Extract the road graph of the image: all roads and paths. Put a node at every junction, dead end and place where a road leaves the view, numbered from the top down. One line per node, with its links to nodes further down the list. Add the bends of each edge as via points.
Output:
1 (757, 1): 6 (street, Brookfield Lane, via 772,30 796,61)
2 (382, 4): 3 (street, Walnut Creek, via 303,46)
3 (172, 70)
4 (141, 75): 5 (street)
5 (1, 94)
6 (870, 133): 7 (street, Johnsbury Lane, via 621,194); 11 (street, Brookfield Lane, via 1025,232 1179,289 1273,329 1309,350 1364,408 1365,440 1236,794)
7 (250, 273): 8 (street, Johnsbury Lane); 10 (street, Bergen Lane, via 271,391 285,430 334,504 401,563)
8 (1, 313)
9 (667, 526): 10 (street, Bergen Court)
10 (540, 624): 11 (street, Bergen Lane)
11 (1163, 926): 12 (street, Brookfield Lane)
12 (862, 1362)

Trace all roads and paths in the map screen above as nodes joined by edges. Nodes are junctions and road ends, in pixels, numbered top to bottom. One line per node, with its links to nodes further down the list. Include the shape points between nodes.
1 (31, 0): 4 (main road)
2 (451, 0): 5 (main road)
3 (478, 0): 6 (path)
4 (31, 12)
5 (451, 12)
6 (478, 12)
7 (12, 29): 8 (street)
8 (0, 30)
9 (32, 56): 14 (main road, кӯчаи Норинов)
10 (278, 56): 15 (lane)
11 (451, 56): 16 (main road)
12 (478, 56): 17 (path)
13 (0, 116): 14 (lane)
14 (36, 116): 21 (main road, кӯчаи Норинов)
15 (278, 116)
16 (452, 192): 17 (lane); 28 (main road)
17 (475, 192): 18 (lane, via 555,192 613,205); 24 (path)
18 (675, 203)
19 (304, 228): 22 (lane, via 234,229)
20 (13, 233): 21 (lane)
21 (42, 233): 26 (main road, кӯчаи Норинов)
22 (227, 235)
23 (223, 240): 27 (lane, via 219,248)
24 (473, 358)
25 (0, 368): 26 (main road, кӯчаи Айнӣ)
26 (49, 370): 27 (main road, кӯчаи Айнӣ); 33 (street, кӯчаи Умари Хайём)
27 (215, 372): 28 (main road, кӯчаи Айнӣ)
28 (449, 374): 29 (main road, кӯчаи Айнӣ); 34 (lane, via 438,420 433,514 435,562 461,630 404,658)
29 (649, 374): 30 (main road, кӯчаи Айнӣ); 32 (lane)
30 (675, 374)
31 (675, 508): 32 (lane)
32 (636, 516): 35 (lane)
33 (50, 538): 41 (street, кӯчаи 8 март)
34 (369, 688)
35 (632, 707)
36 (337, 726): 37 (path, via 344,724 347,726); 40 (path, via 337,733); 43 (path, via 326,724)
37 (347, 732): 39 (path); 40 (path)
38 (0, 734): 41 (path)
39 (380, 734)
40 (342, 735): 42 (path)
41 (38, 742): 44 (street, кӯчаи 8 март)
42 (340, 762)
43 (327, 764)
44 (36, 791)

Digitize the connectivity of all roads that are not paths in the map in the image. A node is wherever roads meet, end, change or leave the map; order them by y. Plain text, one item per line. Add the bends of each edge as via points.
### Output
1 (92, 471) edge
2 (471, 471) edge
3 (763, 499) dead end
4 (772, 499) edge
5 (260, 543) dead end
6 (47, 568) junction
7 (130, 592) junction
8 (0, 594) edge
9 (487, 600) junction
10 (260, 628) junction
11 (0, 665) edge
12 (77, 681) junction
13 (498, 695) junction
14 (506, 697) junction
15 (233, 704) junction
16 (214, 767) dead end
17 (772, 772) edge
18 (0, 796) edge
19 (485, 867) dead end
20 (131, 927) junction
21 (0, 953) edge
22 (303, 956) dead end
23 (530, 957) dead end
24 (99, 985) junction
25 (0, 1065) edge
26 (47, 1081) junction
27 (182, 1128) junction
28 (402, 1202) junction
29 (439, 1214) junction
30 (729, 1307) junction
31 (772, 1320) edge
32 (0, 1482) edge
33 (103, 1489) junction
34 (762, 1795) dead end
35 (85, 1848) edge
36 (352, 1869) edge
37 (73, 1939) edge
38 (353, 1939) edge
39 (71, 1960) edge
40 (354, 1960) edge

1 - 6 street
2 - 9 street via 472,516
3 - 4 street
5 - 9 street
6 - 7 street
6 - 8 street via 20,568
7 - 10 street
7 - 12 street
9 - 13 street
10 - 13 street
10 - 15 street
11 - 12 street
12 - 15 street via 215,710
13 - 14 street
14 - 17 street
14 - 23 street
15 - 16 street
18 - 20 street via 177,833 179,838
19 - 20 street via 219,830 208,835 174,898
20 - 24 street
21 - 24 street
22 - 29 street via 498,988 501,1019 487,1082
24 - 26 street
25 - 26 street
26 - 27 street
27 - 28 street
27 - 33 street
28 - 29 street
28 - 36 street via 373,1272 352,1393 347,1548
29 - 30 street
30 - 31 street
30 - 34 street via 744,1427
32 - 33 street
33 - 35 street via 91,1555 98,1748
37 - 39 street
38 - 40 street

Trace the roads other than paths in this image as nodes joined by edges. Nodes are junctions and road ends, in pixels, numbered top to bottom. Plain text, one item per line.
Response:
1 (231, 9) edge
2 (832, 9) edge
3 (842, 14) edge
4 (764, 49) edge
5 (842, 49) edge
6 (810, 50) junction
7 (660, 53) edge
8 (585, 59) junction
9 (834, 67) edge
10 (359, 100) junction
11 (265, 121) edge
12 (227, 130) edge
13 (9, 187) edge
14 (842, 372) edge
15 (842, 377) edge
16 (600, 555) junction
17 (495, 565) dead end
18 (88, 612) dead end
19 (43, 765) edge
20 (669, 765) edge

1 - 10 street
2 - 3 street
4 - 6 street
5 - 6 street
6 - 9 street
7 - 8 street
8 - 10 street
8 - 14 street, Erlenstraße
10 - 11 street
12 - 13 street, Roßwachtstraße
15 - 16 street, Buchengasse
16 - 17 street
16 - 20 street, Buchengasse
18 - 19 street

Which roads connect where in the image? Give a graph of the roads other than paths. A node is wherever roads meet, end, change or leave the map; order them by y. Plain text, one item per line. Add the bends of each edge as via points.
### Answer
------------------------------
-- EXERCISE PROMPT --
Return the full listing unchanged.

-- WORKED SOLUTION --
Extract the road graph of the image: all roads and paths. Put a node at every junction, dead end and place where a road leaves the view, numbered from the top down. One line per node, with its links to nodes further down the list. Add the bends of each edge as via points.
Output:
1 (757, 1): 6 (street, Brookfield Lane, via 772,30 796,61)
2 (382, 4): 3 (street, Walnut Creek, via 303,46)
3 (172, 70)
4 (141, 75): 5 (street)
5 (1, 94)
6 (870, 133): 7 (street, Johnsbury Lane, via 621,194); 11 (street, Brookfield Lane, via 1025,232 1179,289 1273,329 1309,350 1364,408 1365,440 1236,794)
7 (250, 273): 8 (street, Johnsbury Lane); 10 (street, Bergen Lane, via 271,391 285,430 334,504 401,563)
8 (1, 313)
9 (667, 526): 10 (street, Bergen Court)
10 (540, 624): 11 (street, Bergen Lane)
11 (1163, 926): 12 (street, Brookfield Lane)
12 (862, 1362)

Trace all roads and paths in the map screen above as nodes joined by edges. Nodes are junctions and road ends, in pixels, numbered top to bottom. One line per node, with its links to nodes further down the list. Include the shape points between nodes.
1 (31, 0): 4 (main road)
2 (451, 0): 5 (main road)
3 (478, 0): 6 (path)
4 (31, 12)
5 (451, 12)
6 (478, 12)
7 (12, 29): 8 (street)
8 (0, 30)
9 (32, 56): 14 (main road, кӯчаи Норинов)
10 (278, 56): 15 (lane)
11 (451, 56): 16 (main road)
12 (478, 56): 17 (path)
13 (0, 116): 14 (lane)
14 (36, 116): 21 (main road, кӯчаи Норинов)
15 (278, 116)
16 (452, 192): 17 (lane); 28 (main road)
17 (475, 192): 18 (lane, via 555,192 613,205); 24 (path)
18 (675, 203)
19 (304, 228): 22 (lane, via 234,229)
20 (13, 233): 21 (lane)
21 (42, 233): 26 (main road, кӯчаи Норинов)
22 (227, 235)
23 (223, 240): 27 (lane, via 219,248)
24 (473, 358)
25 (0, 368): 26 (main road, кӯчаи Айнӣ)
26 (49, 370): 27 (main road, кӯчаи Айнӣ); 33 (street, кӯчаи Умари Хайём)
27 (215, 372): 28 (main road, кӯчаи Айнӣ)
28 (449, 374): 29 (main road, кӯчаи Айнӣ); 34 (lane, via 438,420 433,514 435,562 461,630 404,658)
29 (649, 374): 30 (main road, кӯчаи Айнӣ); 32 (lane)
30 (675, 374)
31 (675, 508): 32 (lane)
32 (636, 516): 35 (lane)
33 (50, 538): 41 (street, кӯчаи 8 март)
34 (369, 688)
35 (632, 707)
36 (337, 726): 37 (path, via 344,724 347,726); 40 (path, via 337,733); 43 (path, via 326,724)
37 (347, 732): 39 (path); 40 (path)
38 (0, 734): 41 (path)
39 (380, 734)
40 (342, 735): 42 (path)
41 (38, 742): 44 (street, кӯчаи 8 март)
42 (340, 762)
43 (327, 764)
44 (36, 791)

Digitize the connectivity of all roads that are not paths in the map in the image. A node is wherever roads meet, end, change or leave the map; order them by y. Plain text, one item per line. Add the bends of each edge as via points.
### Output
1 (92, 471) edge
2 (471, 471) edge
3 (763, 499) dead end
4 (772, 499) edge
5 (260, 543) dead end
6 (47, 568) junction
7 (130, 592) junction
8 (0, 594) edge
9 (487, 600) junction
10 (260, 628) junction
11 (0, 665) edge
12 (77, 681) junction
13 (498, 695) junction
14 (506, 697) junction
15 (233, 704) junction
16 (214, 767) dead end
17 (772, 772) edge
18 (0, 796) edge
19 (485, 867) dead end
20 (131, 927) junction
21 (0, 953) edge
22 (303, 956) dead end
23 (530, 957) dead end
24 (99, 985) junction
25 (0, 1065) edge
26 (47, 1081) junction
27 (182, 1128) junction
28 (402, 1202) junction
29 (439, 1214) junction
30 (729, 1307) junction
31 (772, 1320) edge
32 (0, 1482) edge
33 (103, 1489) junction
34 (762, 1795) dead end
35 (85, 1848) edge
36 (352, 1869) edge
37 (73, 1939) edge
38 (353, 1939) edge
39 (71, 1960) edge
40 (354, 1960) edge

1 - 6 street
2 - 9 street via 472,516
3 - 4 street
5 - 9 street
6 - 7 street
6 - 8 street via 20,568
7 - 10 street
7 - 12 street
9 - 13 street
10 - 13 street
10 - 15 street
11 - 12 street
12 - 15 street via 215,710
13 - 14 street
14 - 17 street
14 - 23 street
15 - 16 street
18 - 20 street via 177,833 179,838
19 - 20 street via 219,830 208,835 174,898
20 - 24 street
21 - 24 street
22 - 29 street via 498,988 501,1019 487,1082
24 - 26 street
25 - 26 street
26 - 27 street
27 - 28 street
27 - 33 street
28 - 29 street
28 - 36 street via 373,1272 352,1393 347,1548
29 - 30 street
30 - 31 street
30 - 34 street via 744,1427
32 - 33 street
33 - 35 street via 91,1555 98,1748
37 - 39 street
38 - 40 street

Trace the roads other than paths in this image as nodes joined by edges. Nodes are junctions and road ends, in pixels, numbered top to bottom. Plain text, one item per line.
Response:
1 (231, 9) edge
2 (832, 9) edge
3 (842, 14) edge
4 (764, 49) edge
5 (842, 49) edge
6 (810, 50) junction
7 (660, 53) edge
8 (585, 59) junction
9 (834, 67) edge
10 (359, 100) junction
11 (265, 121) edge
12 (227, 130) edge
13 (9, 187) edge
14 (842, 372) edge
15 (842, 377) edge
16 (600, 555) junction
17 (495, 565) dead end
18 (88, 612) dead end
19 (43, 765) edge
20 (669, 765) edge

1 - 10 street
2 - 3 street
4 - 6 street
5 - 6 street
6 - 9 street
7 - 8 street
8 - 10 street
8 - 14 street, Erlenstraße
10 - 11 street
12 - 13 street, Roßwachtstraße
15 - 16 street, Buchengasse
16 - 17 street
16 - 20 street, Buchengasse
18 - 19 street

Which roads connect where in the image? Give a graph of the roads other than paths. A node is wherever roads meet, end, change or leave the map; order them by y. Plain text, one item per line. Add the bends of each edge as via points.
### Answer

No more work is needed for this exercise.